I'm SO not putting the cover here, as it's vile. Actually, I'm not going to say all that much about this book anyway, as it's book 3 of a trilogy, and it's all spoilers for book 1. So the few random thoughts that are all I'm capable of, for the trilogy.

1. This isn't exactly the kind of fantasy that would appeal to the readers who like their fantasy with a good basis that borders on the realistic end of the fantastic. Even in the first book, there was a big old unanswerable question lurking: How did anybody KNOW about the Shift? (For everyone who hasn't read it, all children born after the Shift - some unknown event that happened 16 years before book 1 - can see ghosts, while those who were born before it, cannot. Even those who could see them before the Shift lost the ability.) How did the adults find out all they did about kids being able to see ghosts, and, even more so, how did they discover how to trap and control them?
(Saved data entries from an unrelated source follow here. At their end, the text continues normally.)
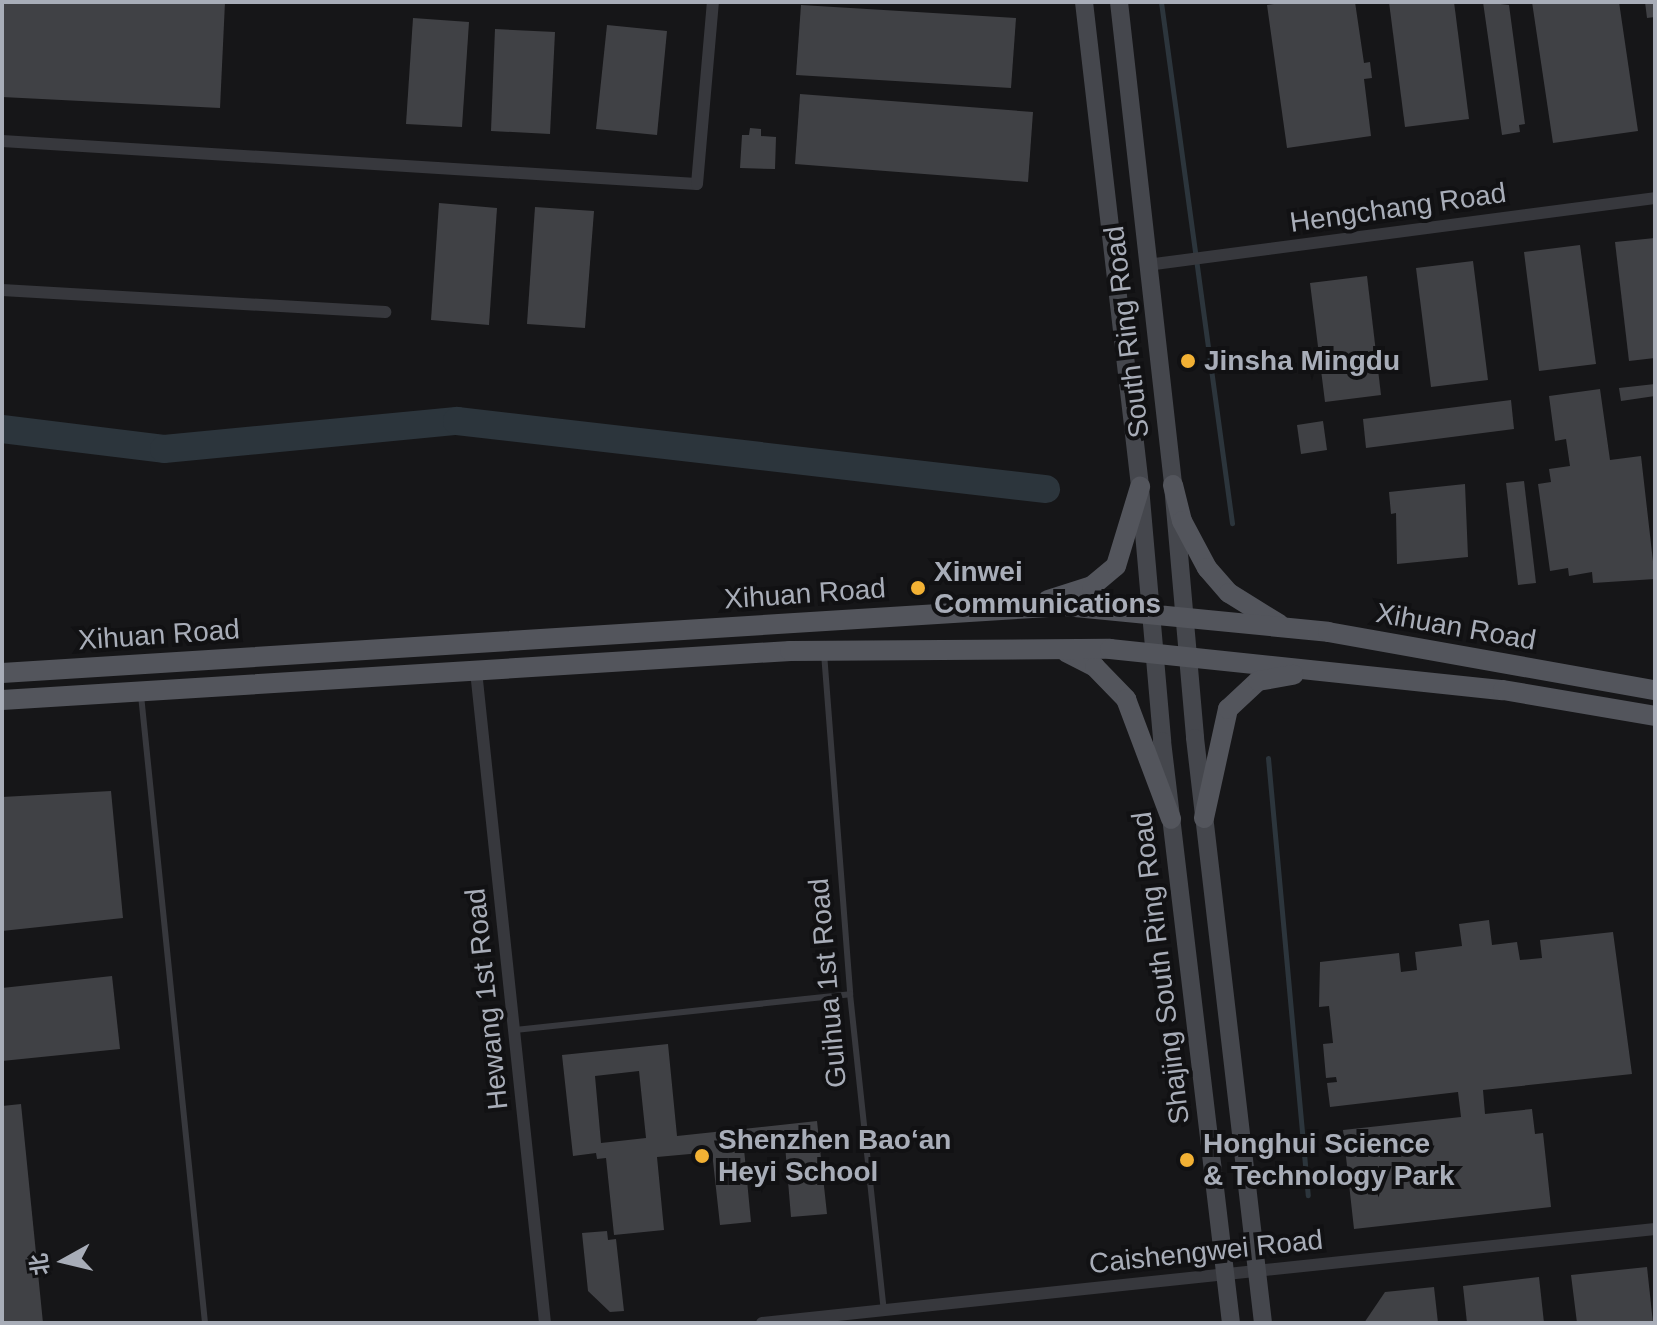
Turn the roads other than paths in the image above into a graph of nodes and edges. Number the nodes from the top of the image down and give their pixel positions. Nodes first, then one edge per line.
1 (713, 2) edge
2 (1084, 2) edge
3 (1119, 2) edge
4 (2, 141) edge
5 (1655, 198) edge
6 (1147, 265) junction
7 (2, 290) edge
8 (385, 312) dead end
9 (1173, 485) junction
10 (1140, 487) junction
11 (1023, 607) junction
12 (1151, 612) junction
13 (1184, 617) junction
14 (1285, 628) junction
15 (1059, 649) junction
16 (824, 651) junction
17 (1154, 653) junction
18 (1188, 656) junction
19 (1324, 670) junction
20 (476, 671) junction
21 (2, 673) edge
22 (1655, 690) edge
23 (140, 692) junction
24 (2, 700) edge
25 (1655, 716) edge
26 (1204, 818) junction
27 (1171, 819) junction
28 (850, 994) junction
29 (514, 1030) junction
30 (1655, 1229) edge
31 (1258, 1271) junction
32 (1226, 1274) junction
33 (884, 1310) junction
34 (205, 1323) edge
35 (545, 1323) edge
36 (762, 1323) edge
37 (1231, 1323) edge
38 (1263, 1323) edge

1 - 4 street
2 - 10 main road, South Ring Road
3 - 6 main road, South Ring Road
5 - 6 street, Hengchang Road
6 - 9 main road, South Ring Road
7 - 8 street
9 - 13 main road, South Ring Road
9 - 14 main road
10 - 11 main road
10 - 12 main road, South Ring Road
11 - 12 main road, Xihuan Road
11 - 21 main road, Xihuan Road
12 - 13 main road, Xihuan Road
12 - 17 main road, South Ring Road
13 - 14 main road, Xihuan Road
13 - 18 main road, South Ring Road
14 - 22 main road, Xihuan Road
15 - 16 main road, Xihuan Road
15 - 17 main road, Xihuan Road
15 - 27 main road
16 - 20 main road, Xihuan Road
16 - 28 lane, Guihua 1st Road
17 - 18 main road, Xihuan Road
17 - 27 main road, Shajing South Ring Road
18 - 19 main road, Xihuan Road
18 - 26 main road
19 - 25 main road, Xihuan Road
19 - 26 main road
20 - 23 main road, Xihuan Road
20 - 29 street, Hewang 1st Road
23 - 24 main road, Xihuan Road
23 - 34 lane
26 - 31 main road
27 - 32 main road, Shajing South Ring Road
28 - 29 lane
28 - 33 lane, Guihua 1st Road
29 - 35 street, Hewang 1st Road
30 - 31 street, Caishengwei Road
31 - 32 street, Caishengwei Road
31 - 38 main road
32 - 33 street, Caishengwei Road
32 - 37 main road, Shajing South Ring Road
33 - 36 street, Caishengwei Road

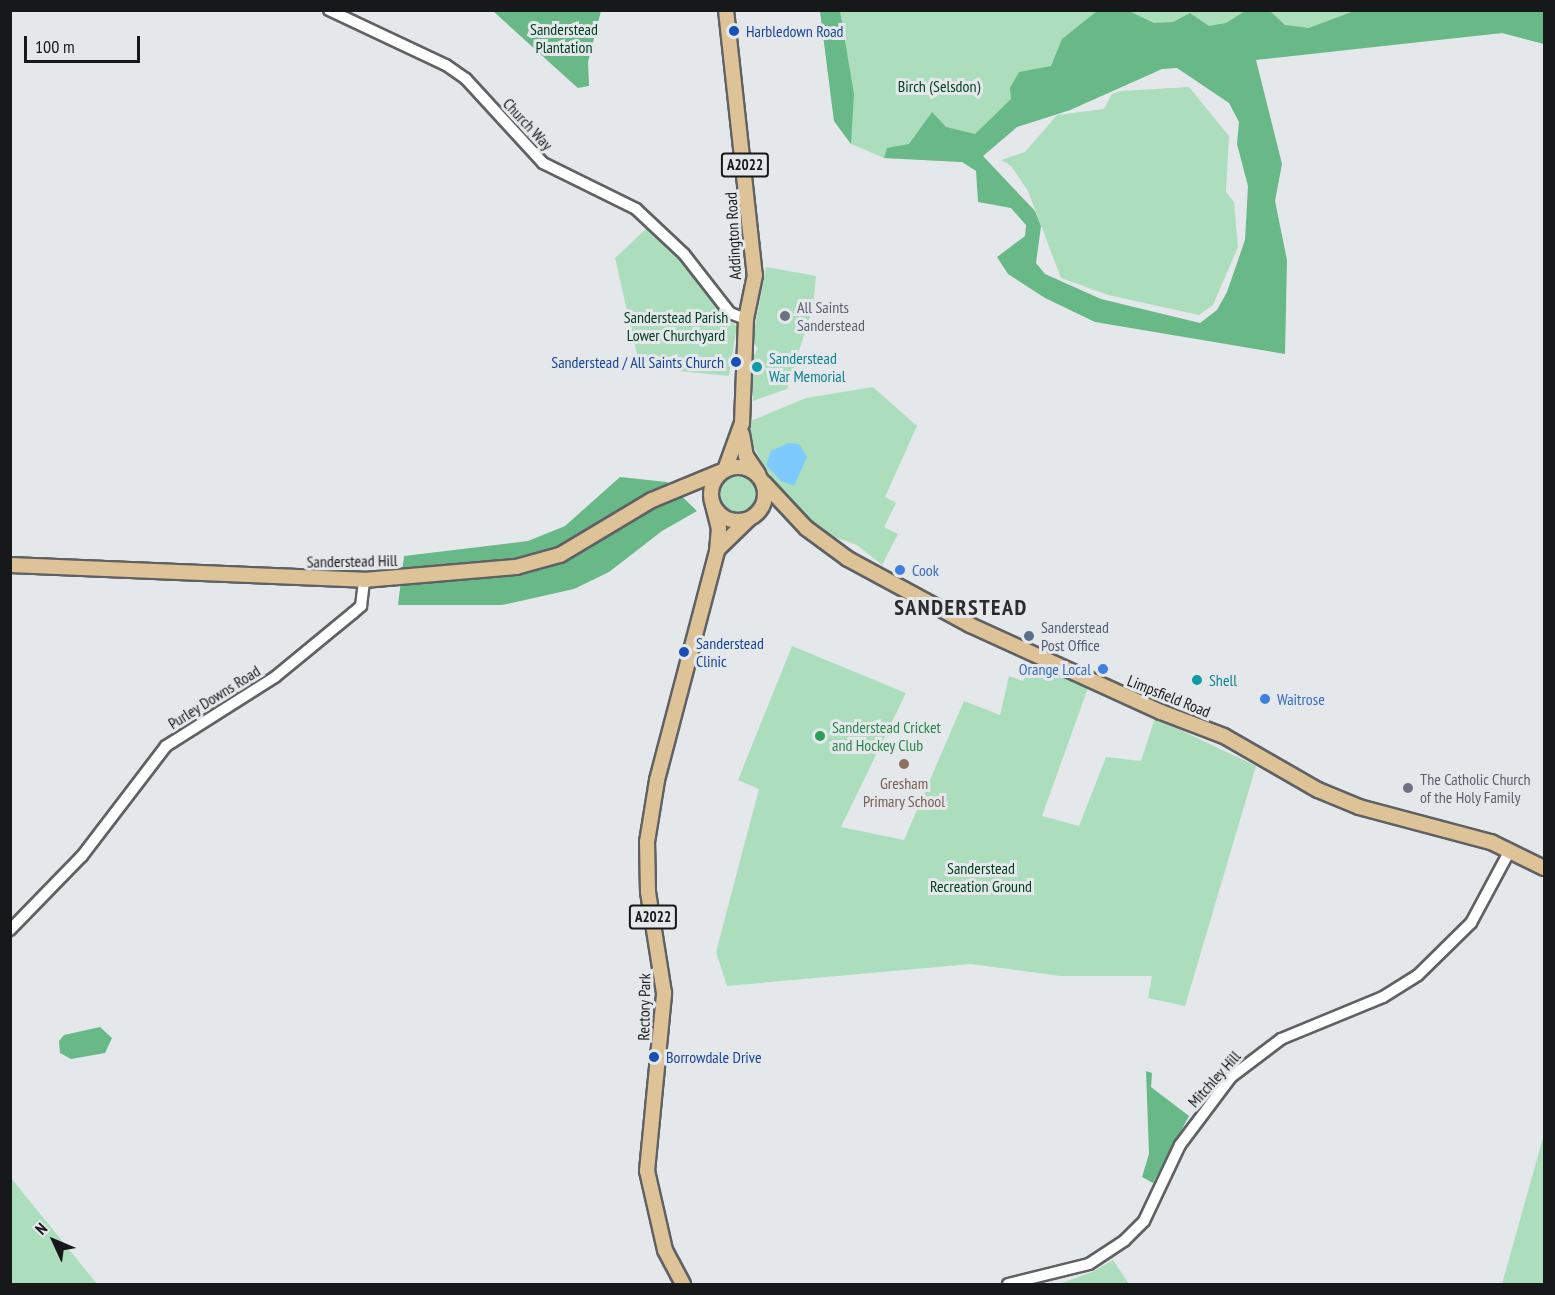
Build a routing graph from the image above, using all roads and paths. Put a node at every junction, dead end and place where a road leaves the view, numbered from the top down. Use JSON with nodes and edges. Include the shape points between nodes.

2. But that said, the Shift caused a really interesting change in the power relationships between adults and teens, with the teens having to translate for the adults so they can communicate with ghosts, as for example, in trials. (Nice side-effect of the Shift is the ability of murder victims to testify!)  In book 3 there's a lot of seriously bad stuff going on with the DNP (govt agency to control ghosts) and the big business interests that make fortunes over the control of ghosts, and it leads to the proposal of  a draft for all post-Shifters. A draft as in the erstwhile military draft - all post-Shifters will be forced to register on their 18th birthday and serve in the DNP.  We're not talking light-handedness here, but still, it's unusual and I like the 'what-if' exploration. (And I thought the scene in the high-school with the students standing up for the principal was pretty great.)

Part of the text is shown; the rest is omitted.